YOUR INSTRUCTIONS: Find all lines in the listing that include the word "first", then copy them.

LISTED ENTRIES:
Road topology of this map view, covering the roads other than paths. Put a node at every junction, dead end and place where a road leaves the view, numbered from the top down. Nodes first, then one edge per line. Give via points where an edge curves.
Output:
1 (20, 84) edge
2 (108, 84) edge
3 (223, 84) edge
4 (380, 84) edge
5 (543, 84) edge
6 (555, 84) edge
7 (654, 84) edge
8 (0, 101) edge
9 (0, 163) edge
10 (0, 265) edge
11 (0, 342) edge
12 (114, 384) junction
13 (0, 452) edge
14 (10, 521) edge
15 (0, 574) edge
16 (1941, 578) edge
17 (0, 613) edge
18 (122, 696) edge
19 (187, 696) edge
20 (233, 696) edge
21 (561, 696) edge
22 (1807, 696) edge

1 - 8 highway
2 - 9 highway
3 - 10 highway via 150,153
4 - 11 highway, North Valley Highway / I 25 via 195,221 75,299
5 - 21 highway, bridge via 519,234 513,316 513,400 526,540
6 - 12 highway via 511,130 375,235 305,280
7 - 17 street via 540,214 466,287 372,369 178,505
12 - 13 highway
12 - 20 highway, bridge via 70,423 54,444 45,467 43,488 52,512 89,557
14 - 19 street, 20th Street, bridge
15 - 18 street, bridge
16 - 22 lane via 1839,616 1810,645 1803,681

* * *

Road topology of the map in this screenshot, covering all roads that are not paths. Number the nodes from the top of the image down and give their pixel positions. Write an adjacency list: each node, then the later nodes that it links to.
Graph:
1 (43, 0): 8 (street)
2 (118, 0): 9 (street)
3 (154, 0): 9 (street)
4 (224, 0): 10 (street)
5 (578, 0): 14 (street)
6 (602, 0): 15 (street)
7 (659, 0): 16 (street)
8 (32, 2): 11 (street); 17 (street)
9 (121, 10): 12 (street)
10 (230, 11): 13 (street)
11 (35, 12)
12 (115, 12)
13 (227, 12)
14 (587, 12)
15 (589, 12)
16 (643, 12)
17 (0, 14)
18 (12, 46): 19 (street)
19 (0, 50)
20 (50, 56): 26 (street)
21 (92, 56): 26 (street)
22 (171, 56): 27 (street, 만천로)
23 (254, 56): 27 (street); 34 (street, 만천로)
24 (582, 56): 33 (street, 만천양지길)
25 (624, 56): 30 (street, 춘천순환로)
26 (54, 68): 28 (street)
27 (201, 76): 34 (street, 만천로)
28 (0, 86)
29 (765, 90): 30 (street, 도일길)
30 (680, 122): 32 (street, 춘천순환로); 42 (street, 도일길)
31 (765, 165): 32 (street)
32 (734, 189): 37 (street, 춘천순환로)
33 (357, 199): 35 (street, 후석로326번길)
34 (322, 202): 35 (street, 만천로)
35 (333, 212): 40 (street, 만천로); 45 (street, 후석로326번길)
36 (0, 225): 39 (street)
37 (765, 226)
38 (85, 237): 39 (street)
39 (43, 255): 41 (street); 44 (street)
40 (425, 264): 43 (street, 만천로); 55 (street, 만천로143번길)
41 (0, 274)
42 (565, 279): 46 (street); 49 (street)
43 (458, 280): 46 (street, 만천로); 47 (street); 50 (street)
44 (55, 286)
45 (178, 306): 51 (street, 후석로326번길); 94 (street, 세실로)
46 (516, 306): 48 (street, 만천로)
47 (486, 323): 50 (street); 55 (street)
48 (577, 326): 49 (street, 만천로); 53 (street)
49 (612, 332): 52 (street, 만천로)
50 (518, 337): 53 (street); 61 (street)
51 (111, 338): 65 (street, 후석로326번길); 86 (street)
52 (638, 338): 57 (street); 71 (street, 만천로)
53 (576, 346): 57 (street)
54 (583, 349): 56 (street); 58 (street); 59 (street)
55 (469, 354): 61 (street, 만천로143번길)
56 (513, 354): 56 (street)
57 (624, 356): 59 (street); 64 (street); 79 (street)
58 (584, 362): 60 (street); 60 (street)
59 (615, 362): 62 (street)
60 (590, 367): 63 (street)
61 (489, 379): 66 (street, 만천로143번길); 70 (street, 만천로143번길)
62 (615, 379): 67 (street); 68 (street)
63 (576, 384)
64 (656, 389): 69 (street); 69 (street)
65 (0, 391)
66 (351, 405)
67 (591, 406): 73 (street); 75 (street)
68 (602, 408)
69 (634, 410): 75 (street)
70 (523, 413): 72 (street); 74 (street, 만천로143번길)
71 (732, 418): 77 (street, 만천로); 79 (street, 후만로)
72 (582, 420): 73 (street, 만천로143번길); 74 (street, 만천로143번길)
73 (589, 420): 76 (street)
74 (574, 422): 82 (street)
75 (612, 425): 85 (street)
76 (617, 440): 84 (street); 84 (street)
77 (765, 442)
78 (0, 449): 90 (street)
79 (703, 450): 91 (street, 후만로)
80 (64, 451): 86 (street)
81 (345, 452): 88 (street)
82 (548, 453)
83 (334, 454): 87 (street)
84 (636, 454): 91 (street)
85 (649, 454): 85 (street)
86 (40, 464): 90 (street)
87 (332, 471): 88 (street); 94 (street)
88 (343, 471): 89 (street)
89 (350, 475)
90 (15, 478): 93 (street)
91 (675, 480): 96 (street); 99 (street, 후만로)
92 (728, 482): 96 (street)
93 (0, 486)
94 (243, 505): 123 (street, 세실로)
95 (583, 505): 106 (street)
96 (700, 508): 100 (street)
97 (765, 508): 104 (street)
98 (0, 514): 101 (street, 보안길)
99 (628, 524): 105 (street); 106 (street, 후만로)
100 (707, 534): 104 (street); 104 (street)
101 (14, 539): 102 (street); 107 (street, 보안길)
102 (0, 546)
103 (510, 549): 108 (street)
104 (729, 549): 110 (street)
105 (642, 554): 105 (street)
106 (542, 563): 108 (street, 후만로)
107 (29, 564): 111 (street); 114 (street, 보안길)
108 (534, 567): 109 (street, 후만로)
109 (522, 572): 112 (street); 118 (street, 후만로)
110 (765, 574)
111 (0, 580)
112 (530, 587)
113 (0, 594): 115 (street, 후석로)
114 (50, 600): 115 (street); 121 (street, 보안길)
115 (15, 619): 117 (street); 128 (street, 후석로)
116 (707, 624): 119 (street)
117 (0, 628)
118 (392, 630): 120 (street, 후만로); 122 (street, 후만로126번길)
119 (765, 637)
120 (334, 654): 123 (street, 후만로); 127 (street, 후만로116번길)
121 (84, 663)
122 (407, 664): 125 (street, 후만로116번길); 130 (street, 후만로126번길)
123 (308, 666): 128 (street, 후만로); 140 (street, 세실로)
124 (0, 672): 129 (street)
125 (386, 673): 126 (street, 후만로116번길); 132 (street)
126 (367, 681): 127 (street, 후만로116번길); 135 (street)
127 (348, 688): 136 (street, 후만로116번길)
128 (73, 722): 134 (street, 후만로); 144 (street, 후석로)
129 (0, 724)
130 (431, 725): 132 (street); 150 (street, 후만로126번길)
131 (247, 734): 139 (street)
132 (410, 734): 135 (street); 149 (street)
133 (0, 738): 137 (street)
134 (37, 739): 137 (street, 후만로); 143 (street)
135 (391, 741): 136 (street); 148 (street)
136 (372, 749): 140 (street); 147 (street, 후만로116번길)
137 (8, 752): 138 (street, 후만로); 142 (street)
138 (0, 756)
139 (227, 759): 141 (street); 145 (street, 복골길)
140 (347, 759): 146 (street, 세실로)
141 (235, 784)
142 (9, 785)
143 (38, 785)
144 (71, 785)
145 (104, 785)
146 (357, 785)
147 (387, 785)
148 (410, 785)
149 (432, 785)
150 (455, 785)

...

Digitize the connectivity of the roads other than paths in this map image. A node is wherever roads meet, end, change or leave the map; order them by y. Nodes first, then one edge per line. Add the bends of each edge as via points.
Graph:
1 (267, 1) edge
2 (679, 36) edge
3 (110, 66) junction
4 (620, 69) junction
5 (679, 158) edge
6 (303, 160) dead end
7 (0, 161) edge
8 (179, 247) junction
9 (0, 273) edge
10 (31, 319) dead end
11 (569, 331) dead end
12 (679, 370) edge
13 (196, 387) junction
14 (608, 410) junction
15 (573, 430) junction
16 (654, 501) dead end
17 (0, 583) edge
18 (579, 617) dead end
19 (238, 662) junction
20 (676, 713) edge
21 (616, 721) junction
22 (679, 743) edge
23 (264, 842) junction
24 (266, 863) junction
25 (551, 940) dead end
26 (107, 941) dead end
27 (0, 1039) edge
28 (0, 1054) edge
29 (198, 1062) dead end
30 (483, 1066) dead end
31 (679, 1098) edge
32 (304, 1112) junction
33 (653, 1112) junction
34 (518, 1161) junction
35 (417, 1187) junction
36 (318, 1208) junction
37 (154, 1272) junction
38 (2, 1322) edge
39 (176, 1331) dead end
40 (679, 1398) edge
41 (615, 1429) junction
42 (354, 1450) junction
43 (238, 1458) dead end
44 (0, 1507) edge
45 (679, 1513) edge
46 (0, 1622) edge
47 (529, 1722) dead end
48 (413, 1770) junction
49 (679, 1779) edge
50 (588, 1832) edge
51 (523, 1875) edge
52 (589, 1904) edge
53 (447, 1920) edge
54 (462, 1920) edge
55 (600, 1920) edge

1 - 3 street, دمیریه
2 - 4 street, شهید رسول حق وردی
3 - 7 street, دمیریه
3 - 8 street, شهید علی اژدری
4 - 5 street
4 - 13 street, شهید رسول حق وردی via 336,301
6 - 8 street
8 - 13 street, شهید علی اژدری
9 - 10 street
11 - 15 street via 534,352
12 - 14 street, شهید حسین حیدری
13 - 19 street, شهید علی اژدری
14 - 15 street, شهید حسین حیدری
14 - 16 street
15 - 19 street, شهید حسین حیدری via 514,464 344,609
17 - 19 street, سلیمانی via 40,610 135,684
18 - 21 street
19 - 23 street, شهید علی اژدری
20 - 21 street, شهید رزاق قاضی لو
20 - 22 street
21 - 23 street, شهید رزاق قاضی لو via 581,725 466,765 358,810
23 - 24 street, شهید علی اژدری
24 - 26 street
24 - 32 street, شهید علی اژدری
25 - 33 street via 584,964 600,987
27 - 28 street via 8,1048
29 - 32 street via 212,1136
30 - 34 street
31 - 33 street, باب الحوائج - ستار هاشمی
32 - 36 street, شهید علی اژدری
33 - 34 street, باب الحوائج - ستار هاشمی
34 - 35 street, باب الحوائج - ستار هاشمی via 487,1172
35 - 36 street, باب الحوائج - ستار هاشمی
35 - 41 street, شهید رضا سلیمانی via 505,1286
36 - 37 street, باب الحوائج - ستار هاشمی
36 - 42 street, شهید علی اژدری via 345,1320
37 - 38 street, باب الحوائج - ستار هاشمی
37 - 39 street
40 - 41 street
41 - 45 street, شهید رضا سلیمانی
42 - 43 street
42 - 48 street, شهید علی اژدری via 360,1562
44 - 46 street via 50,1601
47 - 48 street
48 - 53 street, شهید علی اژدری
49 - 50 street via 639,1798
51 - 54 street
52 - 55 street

SOLVED PROBLEM:
Road topology of this map view, covering the roads other than paths. Put a node at every junction, dead end and place where a road leaves the view, numbered from the top down. Nodes first, then one edge per line. Give via points where an edge curves.
Digitize the connectivity of the roads other than paths in this map image. A node is wherever roads meet, end, change or leave the map; order them by y. Nodes first, then one edge per line. Add the bends of each edge as via points.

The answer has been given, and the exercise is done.